Top of DATA PROVIDED

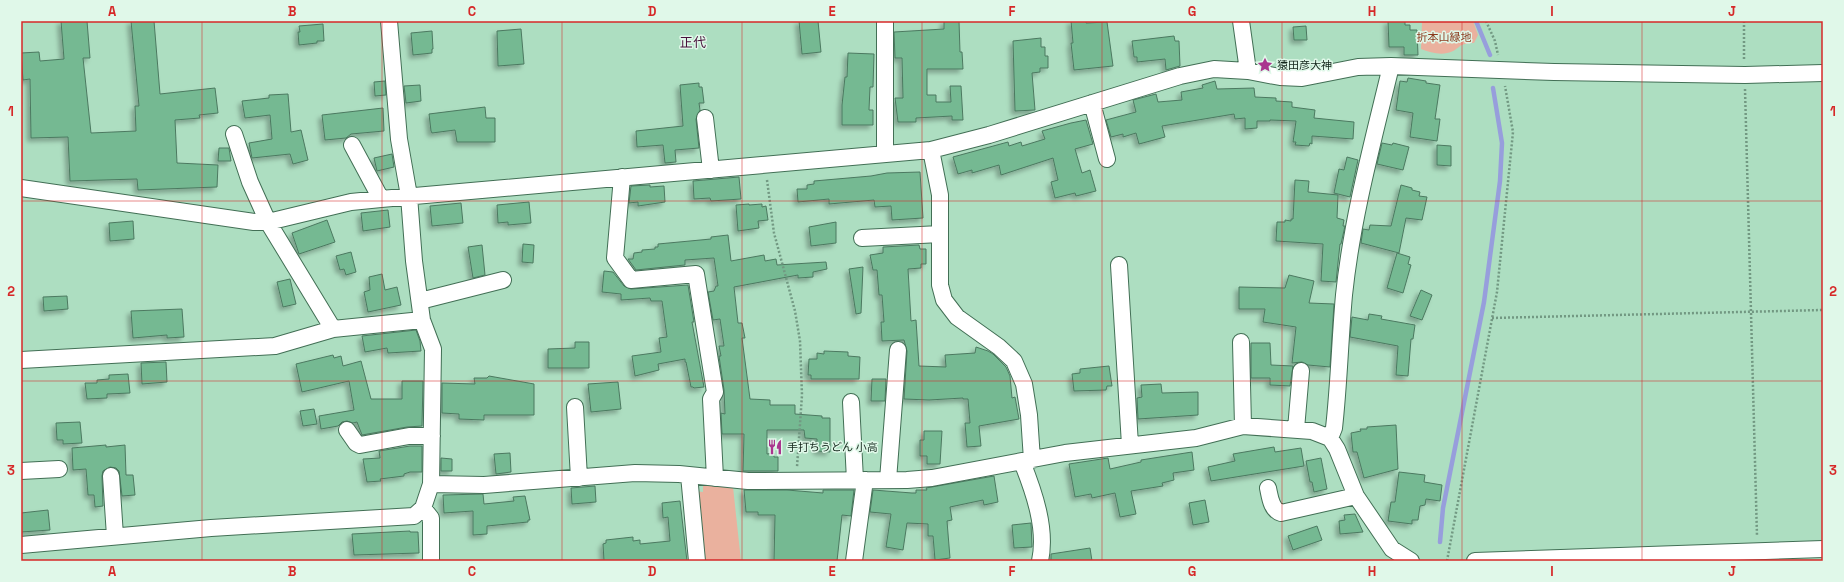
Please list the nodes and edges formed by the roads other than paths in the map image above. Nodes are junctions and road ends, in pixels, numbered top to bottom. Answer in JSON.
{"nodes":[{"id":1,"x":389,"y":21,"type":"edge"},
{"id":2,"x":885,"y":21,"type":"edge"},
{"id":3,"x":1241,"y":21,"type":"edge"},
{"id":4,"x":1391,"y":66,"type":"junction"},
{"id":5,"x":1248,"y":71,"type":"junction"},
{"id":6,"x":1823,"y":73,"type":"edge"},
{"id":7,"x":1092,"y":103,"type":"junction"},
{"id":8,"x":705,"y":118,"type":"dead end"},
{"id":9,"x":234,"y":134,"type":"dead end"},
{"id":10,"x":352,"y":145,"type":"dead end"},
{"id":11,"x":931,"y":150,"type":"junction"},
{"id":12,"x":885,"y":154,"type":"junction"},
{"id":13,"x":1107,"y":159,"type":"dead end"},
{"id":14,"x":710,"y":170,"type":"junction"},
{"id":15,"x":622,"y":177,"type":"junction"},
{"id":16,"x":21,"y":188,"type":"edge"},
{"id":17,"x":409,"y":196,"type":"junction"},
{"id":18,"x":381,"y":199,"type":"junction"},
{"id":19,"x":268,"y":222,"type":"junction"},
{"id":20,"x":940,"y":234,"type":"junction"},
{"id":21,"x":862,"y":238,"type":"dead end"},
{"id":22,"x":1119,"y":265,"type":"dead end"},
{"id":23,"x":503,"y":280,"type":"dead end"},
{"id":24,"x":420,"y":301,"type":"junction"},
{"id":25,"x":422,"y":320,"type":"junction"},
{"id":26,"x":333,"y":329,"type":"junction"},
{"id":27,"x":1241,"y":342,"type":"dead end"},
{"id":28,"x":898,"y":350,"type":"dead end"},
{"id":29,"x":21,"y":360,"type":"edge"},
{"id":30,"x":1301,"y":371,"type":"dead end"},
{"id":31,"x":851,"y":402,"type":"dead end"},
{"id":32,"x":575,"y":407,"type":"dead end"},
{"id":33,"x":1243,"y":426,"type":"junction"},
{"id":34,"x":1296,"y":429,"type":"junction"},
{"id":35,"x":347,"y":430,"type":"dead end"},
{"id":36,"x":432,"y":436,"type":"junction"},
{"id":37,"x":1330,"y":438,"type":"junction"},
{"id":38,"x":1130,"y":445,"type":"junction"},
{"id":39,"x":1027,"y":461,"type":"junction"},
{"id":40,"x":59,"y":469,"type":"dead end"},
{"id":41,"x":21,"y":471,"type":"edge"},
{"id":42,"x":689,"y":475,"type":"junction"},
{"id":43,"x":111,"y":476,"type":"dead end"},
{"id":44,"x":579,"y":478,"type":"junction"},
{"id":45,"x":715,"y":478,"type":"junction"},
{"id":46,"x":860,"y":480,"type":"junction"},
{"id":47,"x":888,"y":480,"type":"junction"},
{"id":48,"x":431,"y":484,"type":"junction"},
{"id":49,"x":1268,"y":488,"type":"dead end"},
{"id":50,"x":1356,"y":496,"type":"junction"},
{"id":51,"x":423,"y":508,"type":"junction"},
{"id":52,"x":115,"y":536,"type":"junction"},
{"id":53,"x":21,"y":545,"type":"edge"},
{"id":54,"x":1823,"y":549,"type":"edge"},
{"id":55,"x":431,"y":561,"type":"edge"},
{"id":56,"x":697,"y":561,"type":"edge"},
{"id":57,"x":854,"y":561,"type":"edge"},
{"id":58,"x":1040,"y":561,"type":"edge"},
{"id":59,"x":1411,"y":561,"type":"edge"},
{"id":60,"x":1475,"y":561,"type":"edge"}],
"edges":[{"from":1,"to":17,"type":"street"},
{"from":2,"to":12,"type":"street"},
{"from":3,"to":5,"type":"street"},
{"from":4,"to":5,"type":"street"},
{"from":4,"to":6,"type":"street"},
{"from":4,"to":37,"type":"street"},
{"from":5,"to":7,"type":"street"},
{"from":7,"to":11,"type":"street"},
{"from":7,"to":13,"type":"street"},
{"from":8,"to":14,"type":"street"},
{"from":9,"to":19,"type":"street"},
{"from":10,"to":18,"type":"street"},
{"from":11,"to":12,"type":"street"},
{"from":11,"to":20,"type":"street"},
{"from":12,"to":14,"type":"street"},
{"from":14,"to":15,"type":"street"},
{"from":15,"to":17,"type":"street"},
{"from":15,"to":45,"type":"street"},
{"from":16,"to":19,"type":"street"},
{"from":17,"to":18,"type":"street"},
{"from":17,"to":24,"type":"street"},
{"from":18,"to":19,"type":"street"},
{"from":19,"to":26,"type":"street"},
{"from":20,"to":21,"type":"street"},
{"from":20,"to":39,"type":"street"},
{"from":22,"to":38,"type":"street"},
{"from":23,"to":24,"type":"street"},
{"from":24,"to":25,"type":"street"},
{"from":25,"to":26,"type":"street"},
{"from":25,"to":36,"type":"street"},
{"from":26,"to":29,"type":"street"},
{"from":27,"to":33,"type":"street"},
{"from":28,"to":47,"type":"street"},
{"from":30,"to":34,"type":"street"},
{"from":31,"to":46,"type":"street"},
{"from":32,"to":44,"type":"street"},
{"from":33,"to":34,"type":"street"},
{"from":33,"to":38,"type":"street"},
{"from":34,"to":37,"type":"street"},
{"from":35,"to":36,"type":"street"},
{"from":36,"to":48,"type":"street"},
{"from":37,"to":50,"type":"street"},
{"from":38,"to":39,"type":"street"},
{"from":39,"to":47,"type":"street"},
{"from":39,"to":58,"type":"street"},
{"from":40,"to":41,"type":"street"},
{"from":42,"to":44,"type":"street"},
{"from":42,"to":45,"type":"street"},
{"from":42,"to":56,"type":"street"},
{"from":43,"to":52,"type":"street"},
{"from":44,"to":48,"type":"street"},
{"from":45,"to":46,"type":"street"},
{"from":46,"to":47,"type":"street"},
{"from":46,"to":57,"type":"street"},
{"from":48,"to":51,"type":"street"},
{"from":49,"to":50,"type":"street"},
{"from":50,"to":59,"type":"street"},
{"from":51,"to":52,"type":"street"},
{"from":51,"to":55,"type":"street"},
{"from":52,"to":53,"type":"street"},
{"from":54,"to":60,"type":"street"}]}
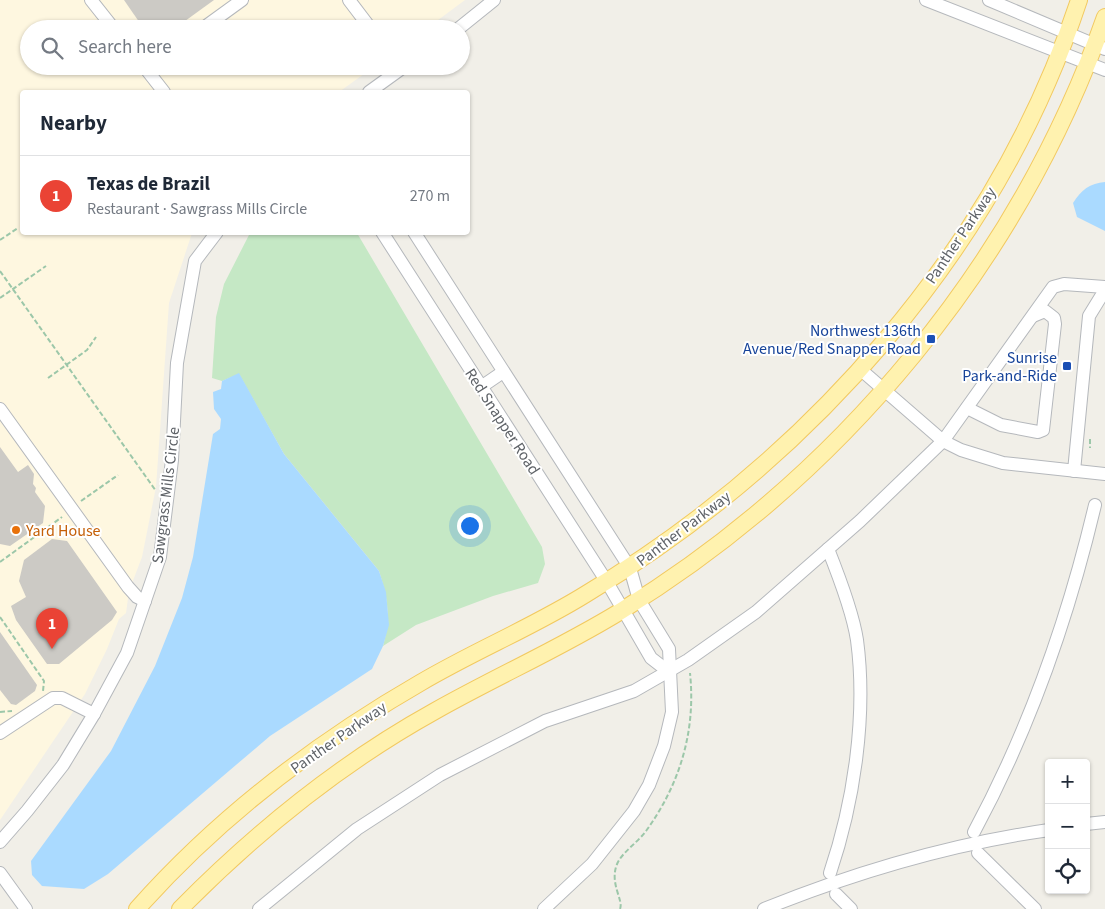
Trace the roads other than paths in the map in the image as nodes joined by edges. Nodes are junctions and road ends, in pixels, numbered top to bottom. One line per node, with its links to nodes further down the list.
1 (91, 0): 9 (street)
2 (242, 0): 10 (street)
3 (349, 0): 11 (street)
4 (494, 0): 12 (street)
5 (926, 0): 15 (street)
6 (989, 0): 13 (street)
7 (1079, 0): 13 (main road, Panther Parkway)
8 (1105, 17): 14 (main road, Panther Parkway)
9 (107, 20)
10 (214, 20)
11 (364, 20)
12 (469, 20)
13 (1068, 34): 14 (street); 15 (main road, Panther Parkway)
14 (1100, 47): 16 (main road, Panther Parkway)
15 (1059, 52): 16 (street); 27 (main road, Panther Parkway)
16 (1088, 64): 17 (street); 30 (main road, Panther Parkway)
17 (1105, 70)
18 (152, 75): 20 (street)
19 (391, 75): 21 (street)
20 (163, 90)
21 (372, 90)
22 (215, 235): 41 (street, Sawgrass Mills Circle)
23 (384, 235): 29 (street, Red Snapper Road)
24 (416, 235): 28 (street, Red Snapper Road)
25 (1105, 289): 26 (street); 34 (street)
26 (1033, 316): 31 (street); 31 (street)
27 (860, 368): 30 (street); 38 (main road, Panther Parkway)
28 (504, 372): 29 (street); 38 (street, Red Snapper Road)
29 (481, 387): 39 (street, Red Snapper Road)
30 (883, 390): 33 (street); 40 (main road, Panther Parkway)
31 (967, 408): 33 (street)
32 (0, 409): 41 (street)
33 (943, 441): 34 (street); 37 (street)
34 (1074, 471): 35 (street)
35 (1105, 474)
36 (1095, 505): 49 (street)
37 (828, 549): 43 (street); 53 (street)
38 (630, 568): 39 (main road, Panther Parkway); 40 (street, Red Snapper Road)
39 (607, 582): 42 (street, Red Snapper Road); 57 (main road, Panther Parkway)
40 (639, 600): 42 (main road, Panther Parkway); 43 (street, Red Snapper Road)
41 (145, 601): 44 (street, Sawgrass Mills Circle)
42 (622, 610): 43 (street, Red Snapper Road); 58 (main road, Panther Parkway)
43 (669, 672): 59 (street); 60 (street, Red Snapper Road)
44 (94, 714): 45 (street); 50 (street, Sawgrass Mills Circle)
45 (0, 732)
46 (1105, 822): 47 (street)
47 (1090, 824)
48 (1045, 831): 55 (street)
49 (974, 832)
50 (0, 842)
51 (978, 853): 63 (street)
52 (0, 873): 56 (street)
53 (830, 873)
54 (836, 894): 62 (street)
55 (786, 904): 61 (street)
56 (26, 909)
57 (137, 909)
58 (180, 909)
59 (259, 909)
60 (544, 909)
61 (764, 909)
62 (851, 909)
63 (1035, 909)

Bottom of DATA PROVIDED
Top of DATA PROVIDED

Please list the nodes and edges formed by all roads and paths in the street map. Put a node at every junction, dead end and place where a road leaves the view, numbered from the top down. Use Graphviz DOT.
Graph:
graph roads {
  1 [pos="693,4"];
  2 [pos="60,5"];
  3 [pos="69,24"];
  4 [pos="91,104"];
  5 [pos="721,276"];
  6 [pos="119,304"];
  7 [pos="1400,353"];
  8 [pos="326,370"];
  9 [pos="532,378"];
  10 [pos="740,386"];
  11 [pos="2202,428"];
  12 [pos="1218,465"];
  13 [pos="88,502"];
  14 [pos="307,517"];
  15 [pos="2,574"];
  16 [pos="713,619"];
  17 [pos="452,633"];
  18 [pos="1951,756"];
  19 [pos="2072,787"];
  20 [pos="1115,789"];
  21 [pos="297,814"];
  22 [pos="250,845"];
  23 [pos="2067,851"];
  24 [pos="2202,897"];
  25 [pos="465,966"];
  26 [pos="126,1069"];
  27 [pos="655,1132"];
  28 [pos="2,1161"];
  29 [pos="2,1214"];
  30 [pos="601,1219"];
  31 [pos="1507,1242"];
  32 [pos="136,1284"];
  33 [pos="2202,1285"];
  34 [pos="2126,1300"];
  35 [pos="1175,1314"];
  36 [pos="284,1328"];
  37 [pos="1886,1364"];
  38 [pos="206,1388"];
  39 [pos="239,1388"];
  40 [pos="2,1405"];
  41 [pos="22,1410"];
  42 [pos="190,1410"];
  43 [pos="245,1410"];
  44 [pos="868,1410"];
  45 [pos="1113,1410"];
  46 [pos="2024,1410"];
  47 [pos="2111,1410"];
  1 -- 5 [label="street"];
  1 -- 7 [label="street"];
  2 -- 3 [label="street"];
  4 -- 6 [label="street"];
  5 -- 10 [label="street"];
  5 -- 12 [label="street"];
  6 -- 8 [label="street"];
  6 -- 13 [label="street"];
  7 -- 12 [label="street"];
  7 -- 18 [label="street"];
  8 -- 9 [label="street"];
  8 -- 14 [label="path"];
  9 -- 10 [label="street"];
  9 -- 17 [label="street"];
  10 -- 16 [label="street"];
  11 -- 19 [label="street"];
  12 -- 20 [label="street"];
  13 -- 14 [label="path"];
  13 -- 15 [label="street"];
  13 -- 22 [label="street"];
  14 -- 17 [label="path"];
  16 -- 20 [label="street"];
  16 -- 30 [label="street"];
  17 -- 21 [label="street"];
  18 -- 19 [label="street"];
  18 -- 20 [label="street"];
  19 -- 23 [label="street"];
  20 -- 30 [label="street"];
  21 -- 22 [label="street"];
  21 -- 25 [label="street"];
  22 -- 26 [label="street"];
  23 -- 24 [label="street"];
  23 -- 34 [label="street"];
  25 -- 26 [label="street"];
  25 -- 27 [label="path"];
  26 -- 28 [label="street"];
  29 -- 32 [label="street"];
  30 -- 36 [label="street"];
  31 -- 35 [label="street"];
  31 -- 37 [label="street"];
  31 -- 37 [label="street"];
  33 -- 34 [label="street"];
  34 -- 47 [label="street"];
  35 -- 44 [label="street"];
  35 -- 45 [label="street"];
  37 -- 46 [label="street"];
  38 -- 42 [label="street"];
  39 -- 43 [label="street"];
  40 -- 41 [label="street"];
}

Bottom of DATA PROVIDED

- _EXERCISE_
In the material above, find each line that contains the word "junctions", and select it.

- _ANSWER SPACE_
Please list the nodes and edges formed by the roads other than paths in the map image above. Nodes are junctions and road ends, in pixels, numbered top to bottom. Answer in JSON.
Trace the roads other than paths in the map in the image as nodes joined by edges. Nodes are junctions and road ends, in pixels, numbered top to bottom. One line per node, with its links to nodes further down the list.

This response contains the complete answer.